* Input data:
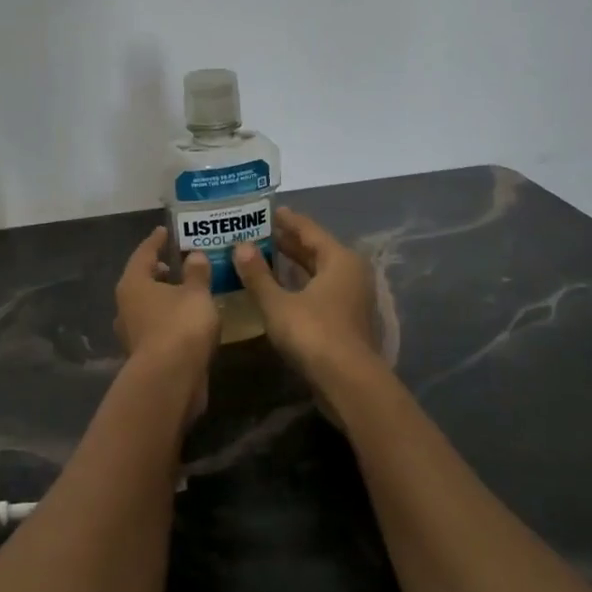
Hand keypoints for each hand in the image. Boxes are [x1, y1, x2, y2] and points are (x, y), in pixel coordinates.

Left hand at [115, 228, 220, 416]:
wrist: (170, 380)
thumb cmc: (180, 326)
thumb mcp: (196, 294)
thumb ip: (197, 273)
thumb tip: (194, 255)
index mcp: (133, 284)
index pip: (143, 253)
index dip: (156, 240)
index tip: (164, 231)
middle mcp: (125, 306)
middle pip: (141, 281)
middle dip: (158, 272)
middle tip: (176, 263)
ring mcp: (132, 332)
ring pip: (147, 306)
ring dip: (163, 298)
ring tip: (186, 291)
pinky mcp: (143, 354)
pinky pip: (156, 327)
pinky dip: (169, 319)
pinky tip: (187, 320)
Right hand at [233, 208, 380, 382]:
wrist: (347, 381)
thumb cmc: (313, 333)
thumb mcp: (278, 303)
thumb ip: (258, 275)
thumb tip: (240, 247)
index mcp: (339, 259)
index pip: (309, 230)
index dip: (288, 221)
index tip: (269, 210)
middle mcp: (351, 273)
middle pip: (316, 250)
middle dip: (289, 242)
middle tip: (260, 232)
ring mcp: (352, 297)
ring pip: (319, 272)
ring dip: (294, 265)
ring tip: (266, 256)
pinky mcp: (347, 319)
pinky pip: (320, 290)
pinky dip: (300, 284)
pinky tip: (280, 288)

* What is required: Report the number of lines in the material above that include the string "pinky". Nothing else belongs in the answer.

* Completed task: 8